Machine learning and in particular deep learning revolutionize the world as we know it today. We have seen tremendous advances in speech and image recognition, followed by application of deep learning to many other domains. In many of those domains, deep learning is now state of the art or is even going beyond it. A clear trend is that networks are growing more and more complex and more and more computationally demanding.

Today, we are building ever increasing networks that are built on top of previous generations of network topologies. As neural networks are inherently compatible with other neural networks, we can combine and adapt them to new purposes. If you aim to tackle a new problem, there are no clear guidelines that define an appropriate network topology. The most common approaches are to have a look at the work of others that attempted to solve similar problems or to design an entirely new topology on your own. This new design is often inspired by classical methods, but it is up to the network and the training data to learn the correct weights such that they converge to a plausible solution. As such they are even networks that learn well-known functions such as the Fourier transform from scratch. With the discrete Fourier transform being a matrix multiplication, it is often modeled as a fully connected layer. With this approach it is immediately clear that the two disadvantages cannot be avoided: First, the fully connected layer introduces a lot of free parameters that may model entirely different functions. Second, the computational efficiency of a fast Fourier transform can never be reached with this approach.
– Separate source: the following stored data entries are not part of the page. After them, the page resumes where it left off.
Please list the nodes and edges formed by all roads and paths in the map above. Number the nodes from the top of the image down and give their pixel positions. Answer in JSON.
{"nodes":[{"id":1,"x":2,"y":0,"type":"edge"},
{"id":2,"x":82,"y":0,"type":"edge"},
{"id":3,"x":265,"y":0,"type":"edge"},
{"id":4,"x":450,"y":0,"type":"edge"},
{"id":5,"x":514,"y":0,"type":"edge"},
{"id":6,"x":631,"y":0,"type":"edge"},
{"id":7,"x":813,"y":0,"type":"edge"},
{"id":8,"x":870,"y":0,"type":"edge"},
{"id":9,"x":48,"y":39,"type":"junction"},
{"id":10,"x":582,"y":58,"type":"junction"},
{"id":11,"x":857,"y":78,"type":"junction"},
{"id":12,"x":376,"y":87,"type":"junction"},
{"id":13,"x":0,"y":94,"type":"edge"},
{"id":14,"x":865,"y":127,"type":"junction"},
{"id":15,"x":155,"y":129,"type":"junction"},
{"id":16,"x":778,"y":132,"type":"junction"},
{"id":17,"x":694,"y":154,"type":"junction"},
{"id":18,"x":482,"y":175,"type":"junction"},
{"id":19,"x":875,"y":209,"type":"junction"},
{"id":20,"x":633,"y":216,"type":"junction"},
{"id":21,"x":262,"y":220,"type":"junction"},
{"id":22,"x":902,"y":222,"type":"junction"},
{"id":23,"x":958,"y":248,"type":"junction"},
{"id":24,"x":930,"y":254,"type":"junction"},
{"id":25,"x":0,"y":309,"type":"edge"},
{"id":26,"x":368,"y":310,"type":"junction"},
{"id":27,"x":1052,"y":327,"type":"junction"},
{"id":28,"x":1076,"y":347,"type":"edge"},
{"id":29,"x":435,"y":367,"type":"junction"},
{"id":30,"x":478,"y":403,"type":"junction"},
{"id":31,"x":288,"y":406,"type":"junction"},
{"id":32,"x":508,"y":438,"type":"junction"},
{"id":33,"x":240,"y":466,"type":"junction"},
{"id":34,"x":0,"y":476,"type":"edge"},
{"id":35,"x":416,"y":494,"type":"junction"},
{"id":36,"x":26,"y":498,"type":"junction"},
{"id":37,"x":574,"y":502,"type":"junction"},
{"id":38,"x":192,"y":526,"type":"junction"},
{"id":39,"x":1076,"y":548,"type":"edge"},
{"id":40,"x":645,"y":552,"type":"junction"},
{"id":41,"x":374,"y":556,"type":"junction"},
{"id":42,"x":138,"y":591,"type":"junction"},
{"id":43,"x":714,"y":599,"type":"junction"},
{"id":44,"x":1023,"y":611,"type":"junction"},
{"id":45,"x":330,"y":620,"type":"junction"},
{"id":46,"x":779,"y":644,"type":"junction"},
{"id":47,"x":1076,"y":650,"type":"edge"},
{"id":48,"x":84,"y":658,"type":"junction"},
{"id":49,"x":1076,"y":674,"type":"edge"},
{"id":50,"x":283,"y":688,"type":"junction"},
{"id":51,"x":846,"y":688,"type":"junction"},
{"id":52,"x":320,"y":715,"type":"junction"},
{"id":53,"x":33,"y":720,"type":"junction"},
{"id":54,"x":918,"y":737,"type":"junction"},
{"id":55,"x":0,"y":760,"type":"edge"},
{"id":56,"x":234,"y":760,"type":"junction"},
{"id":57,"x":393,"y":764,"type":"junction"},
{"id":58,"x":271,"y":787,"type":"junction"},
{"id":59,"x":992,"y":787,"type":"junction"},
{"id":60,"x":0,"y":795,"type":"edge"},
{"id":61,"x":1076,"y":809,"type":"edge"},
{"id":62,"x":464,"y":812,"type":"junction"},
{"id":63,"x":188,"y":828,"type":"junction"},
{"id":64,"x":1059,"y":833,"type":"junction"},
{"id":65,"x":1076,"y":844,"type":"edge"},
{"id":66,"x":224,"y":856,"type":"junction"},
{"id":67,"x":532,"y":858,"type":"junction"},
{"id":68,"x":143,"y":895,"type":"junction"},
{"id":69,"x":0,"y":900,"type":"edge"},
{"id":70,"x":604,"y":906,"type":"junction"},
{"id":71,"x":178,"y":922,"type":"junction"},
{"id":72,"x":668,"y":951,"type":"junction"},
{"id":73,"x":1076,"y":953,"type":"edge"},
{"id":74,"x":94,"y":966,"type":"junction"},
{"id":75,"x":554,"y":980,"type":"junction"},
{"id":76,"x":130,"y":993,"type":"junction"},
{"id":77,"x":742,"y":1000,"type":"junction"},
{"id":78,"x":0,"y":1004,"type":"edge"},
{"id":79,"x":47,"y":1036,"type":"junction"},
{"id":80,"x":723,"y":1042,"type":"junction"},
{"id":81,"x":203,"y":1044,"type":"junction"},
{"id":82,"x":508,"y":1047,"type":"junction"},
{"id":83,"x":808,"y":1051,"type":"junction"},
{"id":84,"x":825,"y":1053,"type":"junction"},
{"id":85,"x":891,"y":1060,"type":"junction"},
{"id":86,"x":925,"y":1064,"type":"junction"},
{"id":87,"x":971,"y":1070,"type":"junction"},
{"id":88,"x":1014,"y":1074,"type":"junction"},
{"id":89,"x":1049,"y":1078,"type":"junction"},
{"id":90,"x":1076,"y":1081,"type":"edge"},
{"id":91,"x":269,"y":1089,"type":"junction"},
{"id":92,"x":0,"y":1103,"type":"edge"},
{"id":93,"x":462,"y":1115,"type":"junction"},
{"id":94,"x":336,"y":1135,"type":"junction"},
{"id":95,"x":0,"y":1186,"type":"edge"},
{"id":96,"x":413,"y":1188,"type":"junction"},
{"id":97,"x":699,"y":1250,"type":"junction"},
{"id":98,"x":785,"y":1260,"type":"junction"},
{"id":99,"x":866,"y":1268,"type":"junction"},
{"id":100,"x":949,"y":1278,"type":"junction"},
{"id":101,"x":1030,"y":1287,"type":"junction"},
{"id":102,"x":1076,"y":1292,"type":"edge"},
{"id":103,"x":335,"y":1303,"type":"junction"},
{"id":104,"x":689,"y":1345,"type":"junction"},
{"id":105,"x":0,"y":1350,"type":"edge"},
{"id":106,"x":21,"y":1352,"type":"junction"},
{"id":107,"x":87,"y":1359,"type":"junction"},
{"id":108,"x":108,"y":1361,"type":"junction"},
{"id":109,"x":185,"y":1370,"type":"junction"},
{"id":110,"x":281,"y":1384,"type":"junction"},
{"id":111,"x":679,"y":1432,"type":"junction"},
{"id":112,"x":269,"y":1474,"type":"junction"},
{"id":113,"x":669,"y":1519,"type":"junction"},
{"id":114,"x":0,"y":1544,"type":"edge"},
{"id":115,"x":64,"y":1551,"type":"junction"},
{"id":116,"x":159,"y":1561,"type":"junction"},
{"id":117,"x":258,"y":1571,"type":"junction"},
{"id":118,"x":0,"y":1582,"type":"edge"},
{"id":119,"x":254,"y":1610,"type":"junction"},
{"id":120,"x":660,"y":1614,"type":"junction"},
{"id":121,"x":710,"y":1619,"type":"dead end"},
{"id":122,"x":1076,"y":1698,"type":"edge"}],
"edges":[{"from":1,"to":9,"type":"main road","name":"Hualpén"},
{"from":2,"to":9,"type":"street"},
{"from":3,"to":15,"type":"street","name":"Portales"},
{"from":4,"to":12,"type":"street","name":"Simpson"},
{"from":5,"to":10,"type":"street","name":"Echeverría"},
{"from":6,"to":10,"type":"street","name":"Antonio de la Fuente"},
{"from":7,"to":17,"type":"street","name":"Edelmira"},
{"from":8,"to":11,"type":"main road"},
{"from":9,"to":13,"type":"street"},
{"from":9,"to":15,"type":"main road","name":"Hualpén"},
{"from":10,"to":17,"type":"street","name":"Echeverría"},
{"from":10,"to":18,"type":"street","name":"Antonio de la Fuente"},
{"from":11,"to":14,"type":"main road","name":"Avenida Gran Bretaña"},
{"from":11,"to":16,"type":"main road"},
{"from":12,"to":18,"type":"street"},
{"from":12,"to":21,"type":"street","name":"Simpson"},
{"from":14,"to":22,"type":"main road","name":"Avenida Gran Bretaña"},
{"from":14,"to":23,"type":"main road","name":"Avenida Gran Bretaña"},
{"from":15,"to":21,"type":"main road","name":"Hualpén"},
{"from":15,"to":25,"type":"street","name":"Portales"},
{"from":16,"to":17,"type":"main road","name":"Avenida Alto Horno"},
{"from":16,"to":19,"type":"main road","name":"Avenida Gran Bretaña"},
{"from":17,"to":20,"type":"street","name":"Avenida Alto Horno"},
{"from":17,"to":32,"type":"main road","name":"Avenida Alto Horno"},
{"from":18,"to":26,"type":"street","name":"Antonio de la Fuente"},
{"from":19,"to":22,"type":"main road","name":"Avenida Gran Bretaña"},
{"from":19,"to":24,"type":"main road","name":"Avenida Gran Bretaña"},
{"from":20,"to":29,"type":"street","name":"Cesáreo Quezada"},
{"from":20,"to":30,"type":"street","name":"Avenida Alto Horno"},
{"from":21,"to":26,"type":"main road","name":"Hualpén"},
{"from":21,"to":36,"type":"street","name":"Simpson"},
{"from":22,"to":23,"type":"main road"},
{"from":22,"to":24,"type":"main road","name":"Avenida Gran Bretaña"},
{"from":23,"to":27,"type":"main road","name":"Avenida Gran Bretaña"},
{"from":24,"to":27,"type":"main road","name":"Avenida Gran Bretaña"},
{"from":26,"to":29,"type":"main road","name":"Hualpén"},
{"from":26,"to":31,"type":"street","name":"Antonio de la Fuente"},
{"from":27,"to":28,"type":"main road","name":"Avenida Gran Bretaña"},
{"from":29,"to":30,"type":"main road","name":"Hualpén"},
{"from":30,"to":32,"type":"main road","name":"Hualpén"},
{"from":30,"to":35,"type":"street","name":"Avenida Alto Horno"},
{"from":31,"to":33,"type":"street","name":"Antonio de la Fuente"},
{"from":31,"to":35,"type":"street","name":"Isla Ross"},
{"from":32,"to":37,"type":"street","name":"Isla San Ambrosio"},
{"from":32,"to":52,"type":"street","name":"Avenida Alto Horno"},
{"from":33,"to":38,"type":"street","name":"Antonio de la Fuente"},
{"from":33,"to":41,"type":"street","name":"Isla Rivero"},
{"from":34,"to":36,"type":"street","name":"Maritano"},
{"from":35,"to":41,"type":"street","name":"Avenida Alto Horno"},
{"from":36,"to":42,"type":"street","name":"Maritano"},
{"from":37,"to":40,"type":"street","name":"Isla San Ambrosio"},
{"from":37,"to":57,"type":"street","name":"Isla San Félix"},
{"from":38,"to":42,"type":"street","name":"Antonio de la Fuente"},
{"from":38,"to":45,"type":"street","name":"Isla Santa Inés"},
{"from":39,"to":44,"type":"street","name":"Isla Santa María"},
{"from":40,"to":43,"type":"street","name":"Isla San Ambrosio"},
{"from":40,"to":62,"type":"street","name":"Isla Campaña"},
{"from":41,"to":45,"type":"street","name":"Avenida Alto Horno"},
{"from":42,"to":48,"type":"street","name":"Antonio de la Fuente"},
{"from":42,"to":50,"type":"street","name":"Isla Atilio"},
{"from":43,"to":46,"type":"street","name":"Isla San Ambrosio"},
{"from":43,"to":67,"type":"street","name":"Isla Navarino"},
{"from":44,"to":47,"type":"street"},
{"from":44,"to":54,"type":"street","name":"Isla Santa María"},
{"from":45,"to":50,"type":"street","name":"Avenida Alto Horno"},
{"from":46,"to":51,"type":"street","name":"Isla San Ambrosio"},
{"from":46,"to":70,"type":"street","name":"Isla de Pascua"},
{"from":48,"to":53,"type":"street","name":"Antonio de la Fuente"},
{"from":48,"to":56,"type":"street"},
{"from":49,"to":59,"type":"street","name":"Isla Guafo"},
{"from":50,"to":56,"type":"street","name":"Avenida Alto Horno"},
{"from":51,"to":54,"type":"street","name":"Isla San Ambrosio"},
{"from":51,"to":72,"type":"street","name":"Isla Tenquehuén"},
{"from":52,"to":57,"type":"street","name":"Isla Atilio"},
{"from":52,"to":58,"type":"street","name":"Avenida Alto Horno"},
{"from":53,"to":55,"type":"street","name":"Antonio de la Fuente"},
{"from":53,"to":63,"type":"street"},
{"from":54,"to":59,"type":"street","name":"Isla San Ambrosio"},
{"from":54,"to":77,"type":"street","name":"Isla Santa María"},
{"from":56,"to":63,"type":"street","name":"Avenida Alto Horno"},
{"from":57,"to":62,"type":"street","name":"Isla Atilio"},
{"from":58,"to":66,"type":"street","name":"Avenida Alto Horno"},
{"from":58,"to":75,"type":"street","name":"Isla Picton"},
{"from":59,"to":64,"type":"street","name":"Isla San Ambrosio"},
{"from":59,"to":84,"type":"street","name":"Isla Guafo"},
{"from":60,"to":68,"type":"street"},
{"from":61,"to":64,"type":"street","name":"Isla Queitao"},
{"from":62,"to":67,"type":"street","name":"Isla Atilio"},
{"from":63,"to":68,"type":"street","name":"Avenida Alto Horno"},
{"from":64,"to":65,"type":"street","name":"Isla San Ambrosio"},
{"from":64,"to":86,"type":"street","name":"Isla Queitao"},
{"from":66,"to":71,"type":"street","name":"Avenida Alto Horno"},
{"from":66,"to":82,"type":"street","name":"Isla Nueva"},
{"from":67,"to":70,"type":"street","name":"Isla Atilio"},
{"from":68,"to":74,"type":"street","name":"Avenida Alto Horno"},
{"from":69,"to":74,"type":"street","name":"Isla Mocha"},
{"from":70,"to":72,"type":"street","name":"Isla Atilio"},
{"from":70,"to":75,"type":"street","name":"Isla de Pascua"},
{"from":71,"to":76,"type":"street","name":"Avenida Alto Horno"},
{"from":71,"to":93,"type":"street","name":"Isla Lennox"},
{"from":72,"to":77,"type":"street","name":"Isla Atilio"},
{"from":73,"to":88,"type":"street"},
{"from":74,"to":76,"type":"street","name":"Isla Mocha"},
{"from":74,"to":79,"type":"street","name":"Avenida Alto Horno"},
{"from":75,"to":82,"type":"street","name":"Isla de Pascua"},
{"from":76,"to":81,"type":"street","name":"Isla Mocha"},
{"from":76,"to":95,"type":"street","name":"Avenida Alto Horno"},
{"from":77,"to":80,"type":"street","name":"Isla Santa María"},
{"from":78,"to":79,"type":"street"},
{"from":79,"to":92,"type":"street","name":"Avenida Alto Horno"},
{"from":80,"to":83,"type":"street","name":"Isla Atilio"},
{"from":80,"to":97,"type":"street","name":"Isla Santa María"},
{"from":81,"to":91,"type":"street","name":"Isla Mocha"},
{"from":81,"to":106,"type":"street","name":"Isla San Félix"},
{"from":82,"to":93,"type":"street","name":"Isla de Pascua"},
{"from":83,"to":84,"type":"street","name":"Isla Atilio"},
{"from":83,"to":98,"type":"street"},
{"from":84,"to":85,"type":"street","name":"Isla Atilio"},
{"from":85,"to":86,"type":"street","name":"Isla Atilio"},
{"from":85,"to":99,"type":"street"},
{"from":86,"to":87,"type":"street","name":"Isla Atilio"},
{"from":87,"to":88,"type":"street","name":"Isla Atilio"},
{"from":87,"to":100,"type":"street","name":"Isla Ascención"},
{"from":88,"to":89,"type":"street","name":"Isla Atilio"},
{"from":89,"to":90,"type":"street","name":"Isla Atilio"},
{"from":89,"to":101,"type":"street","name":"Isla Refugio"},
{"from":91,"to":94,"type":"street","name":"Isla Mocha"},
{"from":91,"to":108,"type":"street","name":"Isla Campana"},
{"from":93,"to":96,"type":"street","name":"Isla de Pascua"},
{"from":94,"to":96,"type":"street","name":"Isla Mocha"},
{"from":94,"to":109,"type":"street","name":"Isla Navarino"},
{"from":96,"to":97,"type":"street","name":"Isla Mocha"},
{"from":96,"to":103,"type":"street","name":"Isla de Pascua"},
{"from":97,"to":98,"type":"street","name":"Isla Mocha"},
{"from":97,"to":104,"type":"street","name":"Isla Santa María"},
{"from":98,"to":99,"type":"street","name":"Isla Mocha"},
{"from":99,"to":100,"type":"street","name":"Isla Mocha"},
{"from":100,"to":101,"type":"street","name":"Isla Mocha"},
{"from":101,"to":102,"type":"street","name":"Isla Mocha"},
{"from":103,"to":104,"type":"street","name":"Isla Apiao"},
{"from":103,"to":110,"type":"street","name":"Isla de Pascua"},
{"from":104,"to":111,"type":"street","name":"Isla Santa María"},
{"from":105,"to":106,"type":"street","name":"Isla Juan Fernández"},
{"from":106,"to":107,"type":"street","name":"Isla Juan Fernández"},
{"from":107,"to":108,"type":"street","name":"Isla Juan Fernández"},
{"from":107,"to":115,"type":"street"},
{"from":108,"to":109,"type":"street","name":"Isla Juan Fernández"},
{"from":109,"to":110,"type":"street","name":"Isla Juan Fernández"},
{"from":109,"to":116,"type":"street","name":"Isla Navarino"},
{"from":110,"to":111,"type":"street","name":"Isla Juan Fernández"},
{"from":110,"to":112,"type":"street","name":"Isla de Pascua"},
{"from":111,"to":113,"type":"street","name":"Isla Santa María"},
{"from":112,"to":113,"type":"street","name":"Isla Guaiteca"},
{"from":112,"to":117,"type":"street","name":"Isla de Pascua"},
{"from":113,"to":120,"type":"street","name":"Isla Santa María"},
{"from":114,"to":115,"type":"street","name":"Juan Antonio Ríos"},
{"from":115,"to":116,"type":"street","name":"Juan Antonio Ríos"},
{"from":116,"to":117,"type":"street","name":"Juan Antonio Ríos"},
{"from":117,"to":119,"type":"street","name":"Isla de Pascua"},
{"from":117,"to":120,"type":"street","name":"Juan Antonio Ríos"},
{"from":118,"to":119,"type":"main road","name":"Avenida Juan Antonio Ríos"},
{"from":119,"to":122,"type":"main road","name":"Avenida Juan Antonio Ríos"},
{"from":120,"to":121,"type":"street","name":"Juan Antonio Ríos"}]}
If we already know that a specific function is required to solve a particular problem, it comes to our mind to ask the question whether it would not be of advantage to include it into the structure of our network as a kind of prior knowledge. The method of “precision learning“ investigates exactly this procedure in a new theoretical framework. While this idea seems simple and intuitive, the theoretical analysis also identifies clear advantages: First, the introduction of a known operation into a neural network always results in a lower or equal maximal training error bound. Second, the number of free parameters in the model is reduced and therewith also the size of the required training data is reduced. Another interesting observation is that any operation that allows the computation of a gradient with respect to the inputs may be embedded into a neural network. Even a sub-gradient is already sufficient as we know from, e.g., max pooling operations.

Interestingly, this piece of the theory was only published in 2018. It was developed for the theoretical analysis of embedding of prior physical knowledge into neural networks. The observations also very nicely explain why we see the tremendous success of convolutional neural networks and pooling layers. In analogy to biology, we could argue that convolution and pooling operations are prior knowledge of perception. Recent work goes even further: there exist approaches that even include complicated filter functions such as Vesselness filter or the guided filter into a neural network.

The theoretical analysis also shows that modeling errors in earlier layers are amplified by subsequent layers. This observation is also in line with the importance of feature extraction in classical machine learning and pattern analysis. Combination of feature extraction and classification as it is done in deep learning, allows us to synchronize both processes and therewith reduces the expected error after training.

As precision learning allows the combination of classical theoretical approaches and deep learning, we are now able to drive these ideas even one step further: A recent publication proposes to derive an entire neural network topography for a specific problem from the underlying physical equations. The beauty of this approach is that many of the operators and building blocks of the topology are well-known and can be implemented efficiently. They were still operations that are computationally very inefficient. However, we know from other solutions to similar problems that particular matrix inverses or other less tractable operations can be represented by other functions. In this example, an expensive matrix inverse is replaced with a circulant matrix, i.e., a convolutional layer which is the only learnable part of the proposed network. In their experiments, they demonstrate that the proposed architecture indeed tackles the problem that could previously only be approximately solved. Although they only trained on simulated data, the application on real data is also successful. Hence, the inclusion of prior knowledge also supports building network architectures that generalize well towards specific problems.

We think that these new approaches are interesting towards the community of deep learning that is going well beyond only modeling perceptual tasks today. To us, it is exciting to see that traditional approaches are inherently compatible with everything that is done today in deep learning. Hence, we believe that there are many more new developments to come in the field of machine and deep learning in the near future and it will be exciting to follow up on them.